Given information START

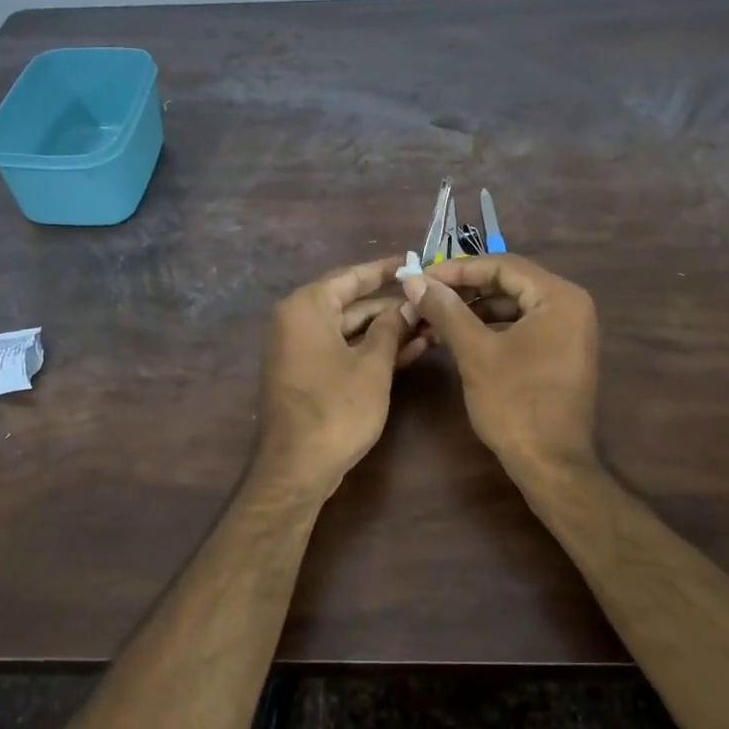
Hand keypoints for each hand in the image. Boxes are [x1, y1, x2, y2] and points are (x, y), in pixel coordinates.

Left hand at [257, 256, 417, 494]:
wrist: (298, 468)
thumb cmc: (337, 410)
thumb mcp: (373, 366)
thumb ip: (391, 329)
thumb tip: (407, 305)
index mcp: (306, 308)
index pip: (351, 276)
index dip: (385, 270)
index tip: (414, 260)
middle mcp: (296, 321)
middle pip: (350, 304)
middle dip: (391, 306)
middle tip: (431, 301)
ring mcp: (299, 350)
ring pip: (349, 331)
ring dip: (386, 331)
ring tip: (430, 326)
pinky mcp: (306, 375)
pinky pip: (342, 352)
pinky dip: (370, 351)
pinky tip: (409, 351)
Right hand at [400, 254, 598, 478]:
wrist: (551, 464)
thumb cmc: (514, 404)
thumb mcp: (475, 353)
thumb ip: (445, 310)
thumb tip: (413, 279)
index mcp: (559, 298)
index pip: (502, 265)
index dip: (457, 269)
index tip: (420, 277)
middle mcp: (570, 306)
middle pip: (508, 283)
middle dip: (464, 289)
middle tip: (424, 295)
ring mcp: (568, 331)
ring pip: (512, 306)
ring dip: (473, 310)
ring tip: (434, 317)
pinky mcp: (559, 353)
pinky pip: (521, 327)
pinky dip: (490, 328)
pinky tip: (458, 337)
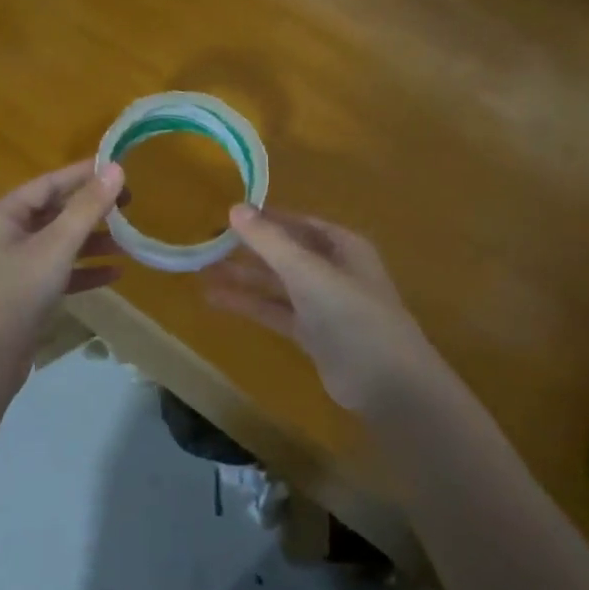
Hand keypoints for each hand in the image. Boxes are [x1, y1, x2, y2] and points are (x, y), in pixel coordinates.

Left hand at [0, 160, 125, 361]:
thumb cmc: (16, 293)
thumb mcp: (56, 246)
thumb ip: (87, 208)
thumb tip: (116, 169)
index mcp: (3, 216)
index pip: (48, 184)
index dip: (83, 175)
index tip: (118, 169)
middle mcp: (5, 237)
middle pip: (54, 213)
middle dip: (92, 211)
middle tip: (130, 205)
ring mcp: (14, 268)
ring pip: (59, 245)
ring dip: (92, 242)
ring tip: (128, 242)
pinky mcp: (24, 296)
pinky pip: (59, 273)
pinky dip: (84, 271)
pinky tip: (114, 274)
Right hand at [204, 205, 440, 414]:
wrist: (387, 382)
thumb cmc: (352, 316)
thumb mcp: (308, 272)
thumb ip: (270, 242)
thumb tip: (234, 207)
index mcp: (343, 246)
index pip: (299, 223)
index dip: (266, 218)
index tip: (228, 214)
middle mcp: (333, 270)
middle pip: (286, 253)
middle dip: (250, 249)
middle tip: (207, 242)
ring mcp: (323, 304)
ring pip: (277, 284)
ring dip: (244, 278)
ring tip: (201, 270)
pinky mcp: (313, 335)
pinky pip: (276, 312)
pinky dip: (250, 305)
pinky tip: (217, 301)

Given information END
Given information START

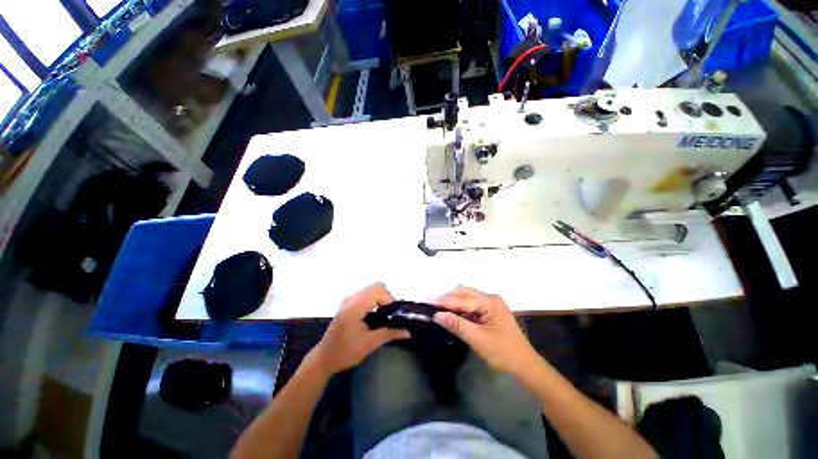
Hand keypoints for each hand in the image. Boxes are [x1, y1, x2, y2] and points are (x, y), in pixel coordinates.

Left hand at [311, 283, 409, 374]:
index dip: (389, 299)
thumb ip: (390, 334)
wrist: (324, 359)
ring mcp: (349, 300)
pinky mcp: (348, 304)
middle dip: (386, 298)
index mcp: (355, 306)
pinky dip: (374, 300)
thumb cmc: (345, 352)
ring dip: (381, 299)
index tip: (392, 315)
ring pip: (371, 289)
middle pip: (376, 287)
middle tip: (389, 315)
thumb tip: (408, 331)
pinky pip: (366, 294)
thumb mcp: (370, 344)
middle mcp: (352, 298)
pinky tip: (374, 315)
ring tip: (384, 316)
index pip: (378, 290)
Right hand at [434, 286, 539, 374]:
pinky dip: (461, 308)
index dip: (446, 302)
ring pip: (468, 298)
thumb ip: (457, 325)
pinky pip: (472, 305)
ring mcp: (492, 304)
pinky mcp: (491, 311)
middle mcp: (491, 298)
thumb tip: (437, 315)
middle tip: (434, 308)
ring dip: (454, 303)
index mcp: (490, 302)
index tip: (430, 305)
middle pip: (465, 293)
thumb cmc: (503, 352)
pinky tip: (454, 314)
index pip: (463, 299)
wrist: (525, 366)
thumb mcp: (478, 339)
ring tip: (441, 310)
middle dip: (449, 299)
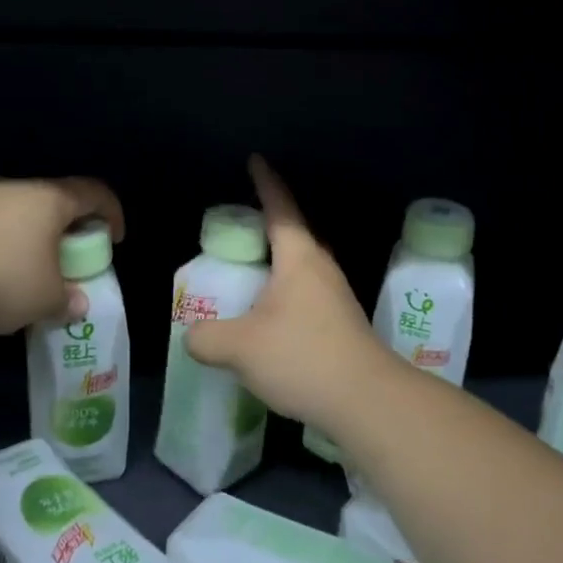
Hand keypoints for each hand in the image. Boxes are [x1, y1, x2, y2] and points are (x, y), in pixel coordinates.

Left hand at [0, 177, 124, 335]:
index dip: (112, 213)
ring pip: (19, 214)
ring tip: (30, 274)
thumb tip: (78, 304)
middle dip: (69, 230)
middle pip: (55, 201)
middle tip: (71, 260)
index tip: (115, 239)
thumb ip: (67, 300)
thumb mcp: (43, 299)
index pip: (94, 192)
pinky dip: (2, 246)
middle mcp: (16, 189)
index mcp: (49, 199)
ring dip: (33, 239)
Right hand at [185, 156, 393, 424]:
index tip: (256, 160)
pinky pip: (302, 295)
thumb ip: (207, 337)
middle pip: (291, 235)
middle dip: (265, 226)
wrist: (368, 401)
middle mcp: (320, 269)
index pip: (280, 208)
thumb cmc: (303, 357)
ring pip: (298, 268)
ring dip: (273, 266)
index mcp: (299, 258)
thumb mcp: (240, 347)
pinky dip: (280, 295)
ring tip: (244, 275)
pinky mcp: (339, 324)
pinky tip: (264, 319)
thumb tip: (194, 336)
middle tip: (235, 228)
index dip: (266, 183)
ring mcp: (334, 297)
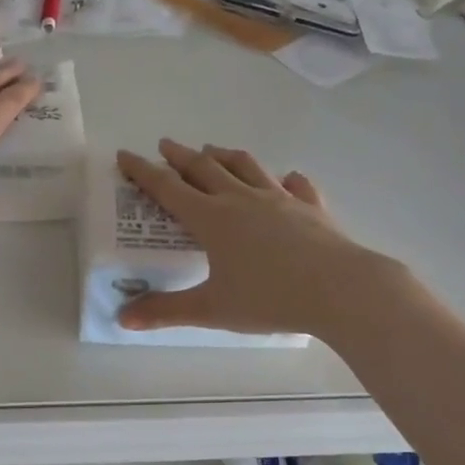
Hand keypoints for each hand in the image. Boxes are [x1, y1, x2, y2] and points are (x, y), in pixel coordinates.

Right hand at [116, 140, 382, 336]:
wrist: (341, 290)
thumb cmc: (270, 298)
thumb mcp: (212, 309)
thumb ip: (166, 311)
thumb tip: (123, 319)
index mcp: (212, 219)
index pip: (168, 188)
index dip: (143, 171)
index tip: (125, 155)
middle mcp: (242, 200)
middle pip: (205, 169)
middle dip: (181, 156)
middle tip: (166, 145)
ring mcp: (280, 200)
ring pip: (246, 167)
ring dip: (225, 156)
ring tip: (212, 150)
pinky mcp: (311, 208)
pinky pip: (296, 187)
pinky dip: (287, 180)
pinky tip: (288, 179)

Given information END

_Problem to solve_
When copying from the data above, print only the lines from the line containing "pinky dip: (374, 300)" to the line containing "pinky pip: (302, 295)", exactly, and leave the pictures out.

_Solved exercise_
pinky dip: (374, 300)
thumb cmc: (345, 352)
ring dip: (381, 299)
index tip: (392, 315)
ring pip: (371, 289)
middle pip: (376, 287)
middle tip: (389, 315)
thumb tip: (408, 331)
pinky pip: (366, 294)
thumb mcp: (370, 344)
middle mcp: (352, 298)
pinky tip: (374, 315)
ring tip: (384, 316)
index pip: (378, 290)
Right hand at [434, 286, 539, 374]:
pinky dip: (461, 308)
index dip: (446, 302)
ring pip: (468, 298)
thumb ip: (457, 325)
pinky pip: (472, 305)
ring mcp: (492, 304)
pinky mcp: (491, 311)
middle mcp: (491, 298)
thumb tip: (437, 315)
middle tip: (434, 308)
ring dip: (454, 303)
index mcp: (490, 302)
index tip: (430, 305)
middle pip: (465, 293)
thumb cmc: (503, 352)
pinky tip: (454, 314)
index pip: (463, 299)
wrist: (525, 366)
thumb mcp: (478, 339)
ring tip: (441, 310)
middle dip: (449, 299)
Hand keypoints for each hand in the image. Boxes are [x1, y1, x2, y2] and points are (x, y), in pixel coordinates.

Left hand at [0, 177, 124, 335]:
index dip: (112, 213)
ring pip: (19, 214)
ring tip: (30, 274)
thumb tip: (78, 304)
middle dip: (69, 230)
middle pip: (55, 201)
middle tip: (71, 260)
index tip: (115, 239)
thumb ip: (67, 300)
thumb mcp: (43, 299)
index pip: (94, 192)
pinky dip: (2, 246)
middle mcp: (16, 189)
index mcp: (49, 199)
ring dip: (33, 239)
Right hand at [185, 156, 393, 424]:
index tip: (256, 160)
pinky pip: (302, 295)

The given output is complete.